Saved data entries:
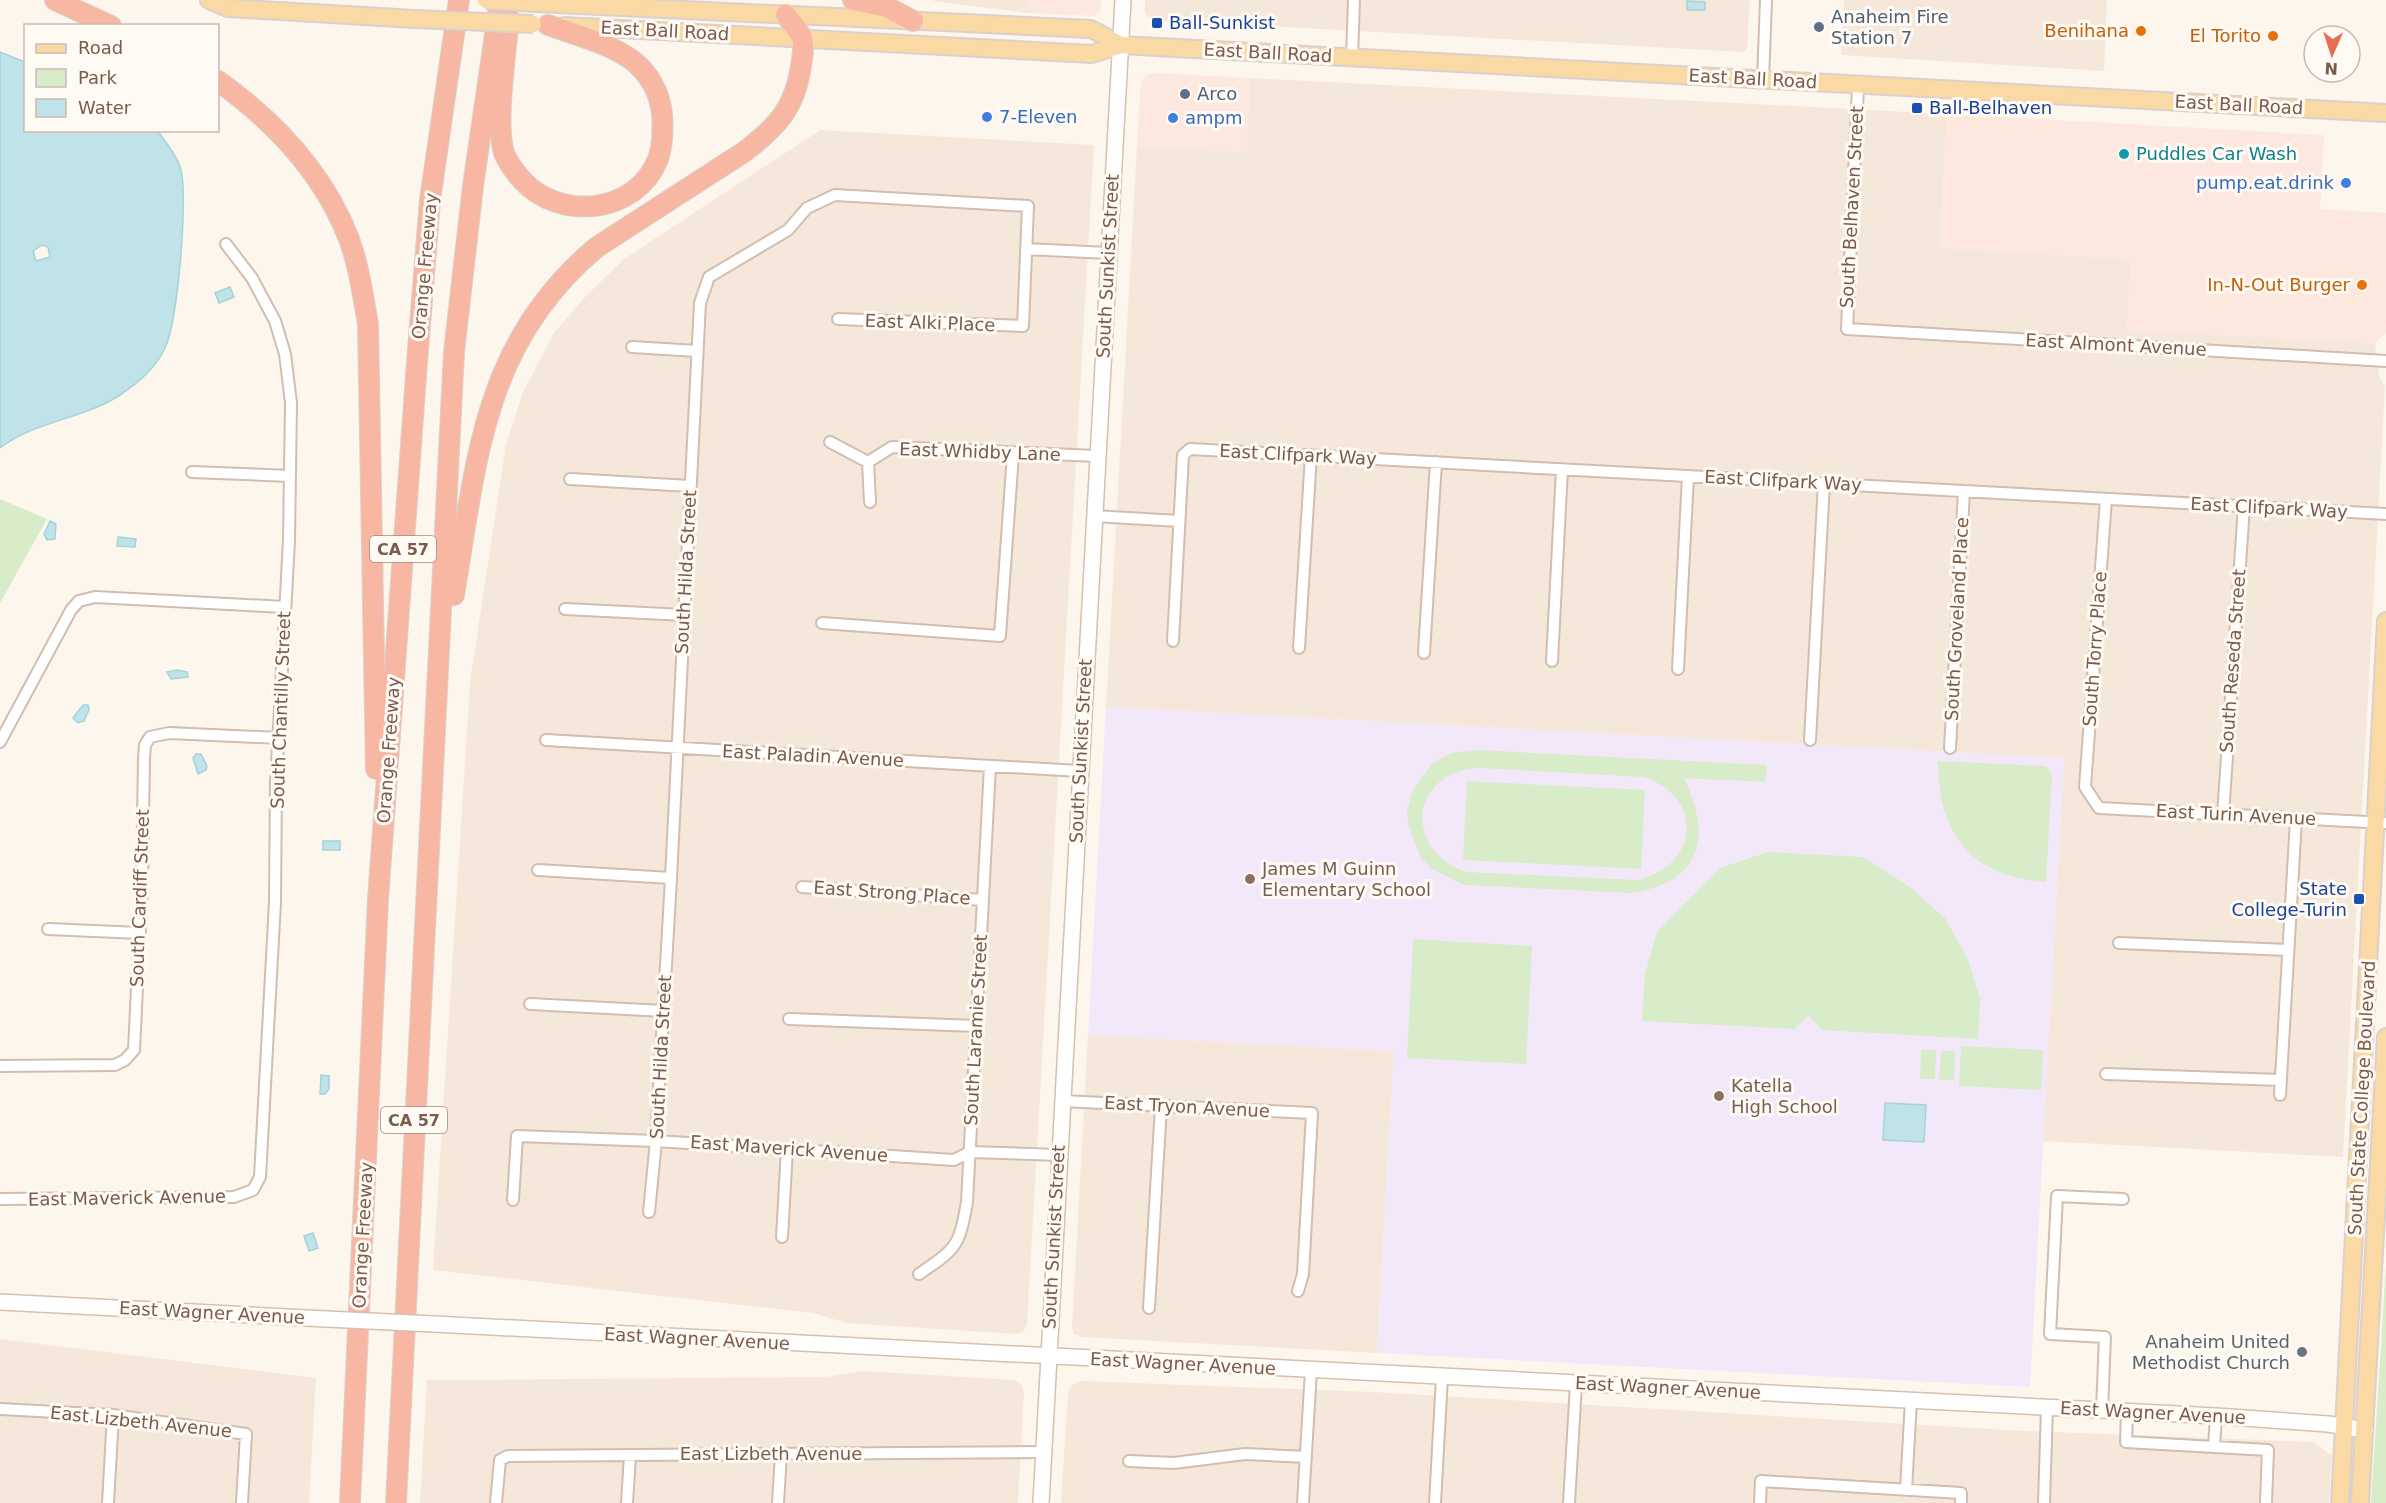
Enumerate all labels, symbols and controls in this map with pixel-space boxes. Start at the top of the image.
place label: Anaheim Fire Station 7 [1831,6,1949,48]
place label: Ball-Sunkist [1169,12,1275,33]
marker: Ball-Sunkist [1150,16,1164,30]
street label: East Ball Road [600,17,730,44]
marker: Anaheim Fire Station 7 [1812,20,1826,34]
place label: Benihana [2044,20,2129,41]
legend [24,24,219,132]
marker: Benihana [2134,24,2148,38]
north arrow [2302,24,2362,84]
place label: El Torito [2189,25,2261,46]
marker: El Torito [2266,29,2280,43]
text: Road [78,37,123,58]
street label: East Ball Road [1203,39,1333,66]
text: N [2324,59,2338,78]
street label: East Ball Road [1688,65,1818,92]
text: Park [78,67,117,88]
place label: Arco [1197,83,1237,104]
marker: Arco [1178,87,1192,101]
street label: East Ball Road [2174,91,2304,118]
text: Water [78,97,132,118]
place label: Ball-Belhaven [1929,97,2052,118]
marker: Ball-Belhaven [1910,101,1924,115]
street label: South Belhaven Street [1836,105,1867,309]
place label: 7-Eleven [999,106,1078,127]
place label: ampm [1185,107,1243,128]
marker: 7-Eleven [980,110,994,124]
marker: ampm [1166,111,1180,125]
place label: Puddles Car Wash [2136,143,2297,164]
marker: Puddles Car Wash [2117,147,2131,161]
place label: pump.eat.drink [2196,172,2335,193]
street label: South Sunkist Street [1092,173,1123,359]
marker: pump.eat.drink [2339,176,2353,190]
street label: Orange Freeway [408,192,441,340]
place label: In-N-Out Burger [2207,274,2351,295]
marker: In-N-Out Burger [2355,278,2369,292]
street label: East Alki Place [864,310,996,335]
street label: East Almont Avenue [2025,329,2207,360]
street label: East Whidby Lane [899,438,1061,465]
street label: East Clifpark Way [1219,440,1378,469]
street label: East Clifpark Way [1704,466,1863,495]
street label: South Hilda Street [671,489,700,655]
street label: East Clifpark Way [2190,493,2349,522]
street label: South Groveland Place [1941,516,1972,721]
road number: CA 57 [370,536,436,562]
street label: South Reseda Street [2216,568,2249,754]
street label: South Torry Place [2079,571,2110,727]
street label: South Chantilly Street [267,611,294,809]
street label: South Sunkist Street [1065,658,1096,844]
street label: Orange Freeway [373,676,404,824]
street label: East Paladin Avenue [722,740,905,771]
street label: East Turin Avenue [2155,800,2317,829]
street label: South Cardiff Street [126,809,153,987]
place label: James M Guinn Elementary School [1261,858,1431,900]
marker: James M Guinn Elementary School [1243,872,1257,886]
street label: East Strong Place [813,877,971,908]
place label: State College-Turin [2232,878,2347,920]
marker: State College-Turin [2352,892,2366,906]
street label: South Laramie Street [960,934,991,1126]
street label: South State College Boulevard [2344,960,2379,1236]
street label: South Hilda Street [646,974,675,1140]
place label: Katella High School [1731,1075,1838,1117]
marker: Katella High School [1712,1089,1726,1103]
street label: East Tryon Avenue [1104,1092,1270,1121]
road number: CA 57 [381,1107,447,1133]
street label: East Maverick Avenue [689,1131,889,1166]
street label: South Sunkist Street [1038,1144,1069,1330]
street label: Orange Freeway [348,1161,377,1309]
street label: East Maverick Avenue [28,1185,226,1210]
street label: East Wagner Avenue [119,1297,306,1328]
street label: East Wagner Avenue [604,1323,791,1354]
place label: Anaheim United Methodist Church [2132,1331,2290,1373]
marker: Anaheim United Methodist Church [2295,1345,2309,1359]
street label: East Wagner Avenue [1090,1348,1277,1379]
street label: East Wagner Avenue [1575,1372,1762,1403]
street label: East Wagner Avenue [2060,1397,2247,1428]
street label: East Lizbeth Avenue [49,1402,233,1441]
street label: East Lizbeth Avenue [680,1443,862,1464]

---

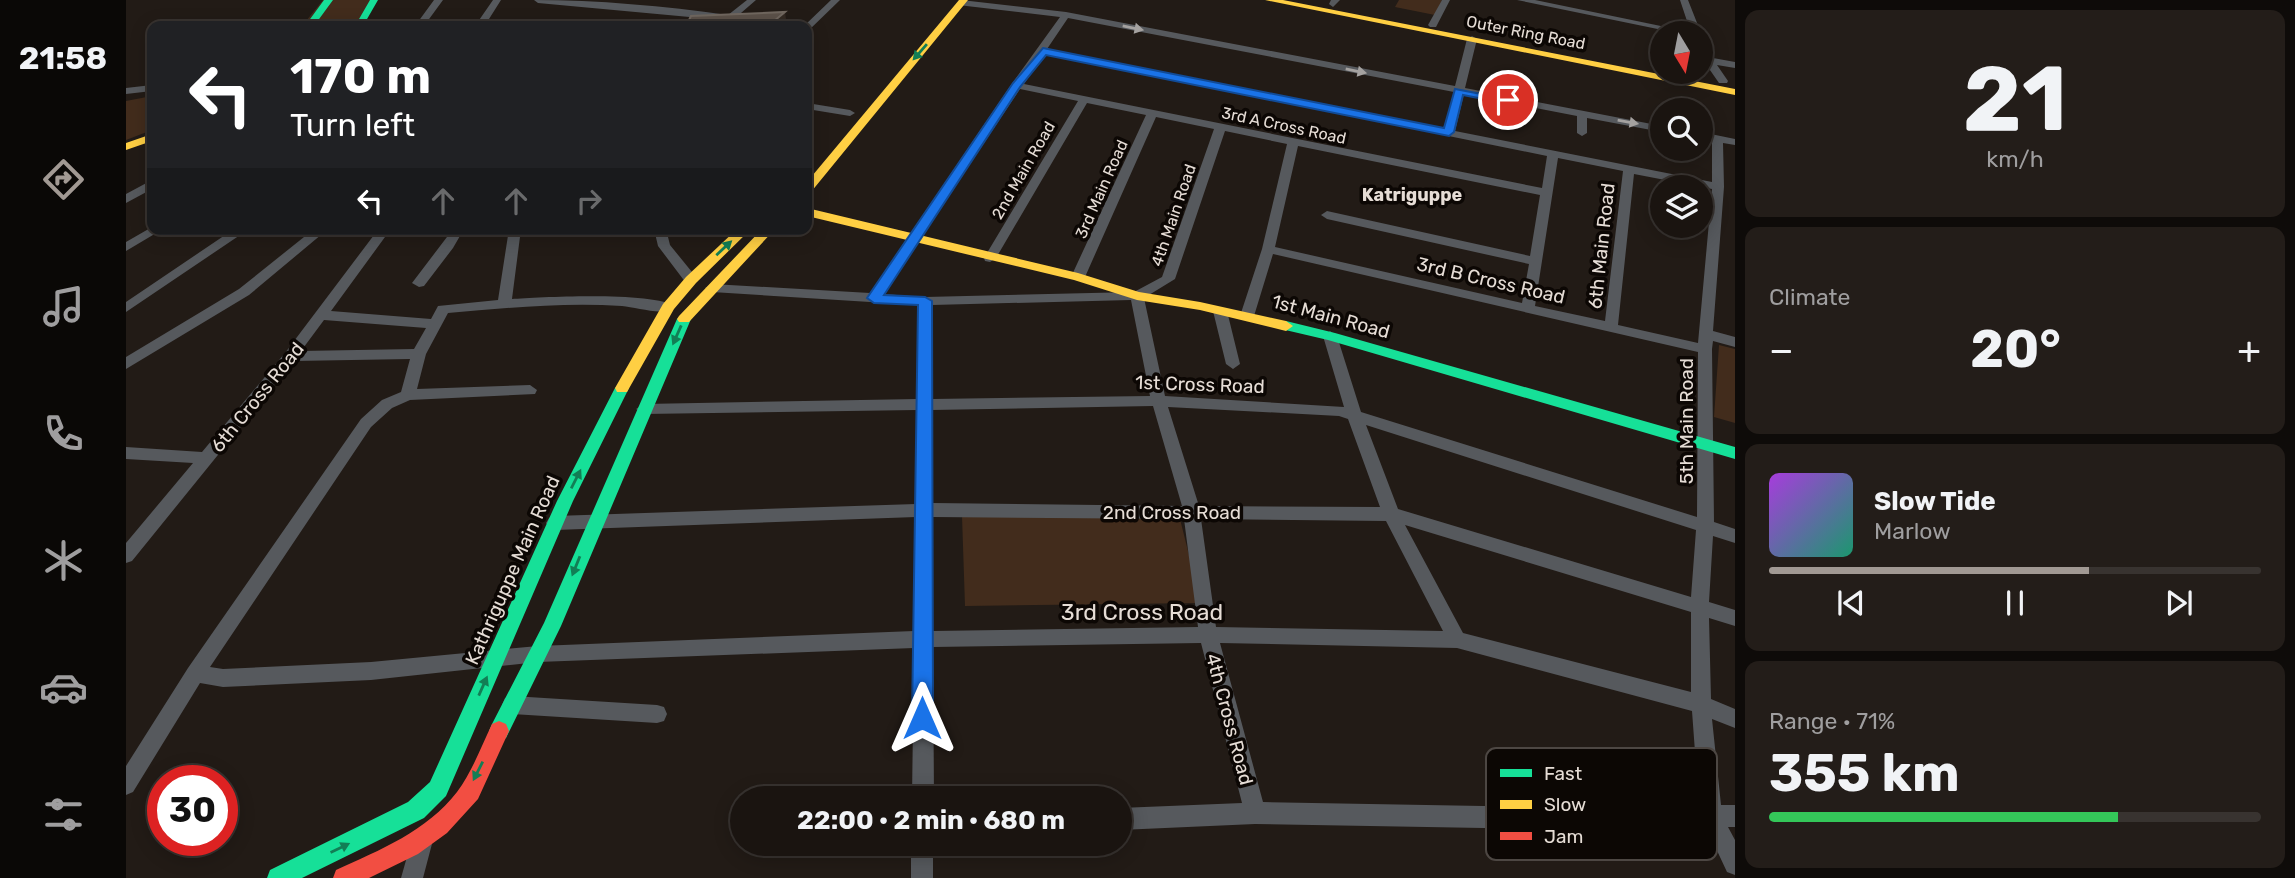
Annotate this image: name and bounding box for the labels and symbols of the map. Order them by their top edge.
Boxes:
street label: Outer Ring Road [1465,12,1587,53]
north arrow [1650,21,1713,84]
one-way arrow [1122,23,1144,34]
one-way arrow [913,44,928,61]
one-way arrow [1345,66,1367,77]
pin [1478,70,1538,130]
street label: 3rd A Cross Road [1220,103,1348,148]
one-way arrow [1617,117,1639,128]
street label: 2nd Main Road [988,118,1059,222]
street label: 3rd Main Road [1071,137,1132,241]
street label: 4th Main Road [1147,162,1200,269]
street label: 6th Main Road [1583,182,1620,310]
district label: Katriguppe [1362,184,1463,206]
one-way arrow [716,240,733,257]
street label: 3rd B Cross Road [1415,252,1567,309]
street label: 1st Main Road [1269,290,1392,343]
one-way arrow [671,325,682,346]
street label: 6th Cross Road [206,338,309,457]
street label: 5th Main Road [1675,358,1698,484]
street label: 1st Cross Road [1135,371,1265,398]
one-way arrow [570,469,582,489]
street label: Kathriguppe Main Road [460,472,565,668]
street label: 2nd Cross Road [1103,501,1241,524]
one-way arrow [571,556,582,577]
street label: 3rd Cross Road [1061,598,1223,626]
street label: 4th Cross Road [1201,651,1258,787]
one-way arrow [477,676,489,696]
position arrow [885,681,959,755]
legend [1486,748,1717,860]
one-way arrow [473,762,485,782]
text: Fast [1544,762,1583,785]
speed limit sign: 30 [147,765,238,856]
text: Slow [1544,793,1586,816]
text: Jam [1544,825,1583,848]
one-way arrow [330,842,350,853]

§ WHAT TO PRODUCE: Consider the entries above and return each line with the string "School".

§ RESULT OF THIS TASK:
place label: James M Guinn Elementary School [1261,858,1431,900]
marker: James M Guinn Elementary School [1243,872,1257,886]
place label: Katella High School [1731,1075,1838,1117]
marker: Katella High School [1712,1089,1726,1103]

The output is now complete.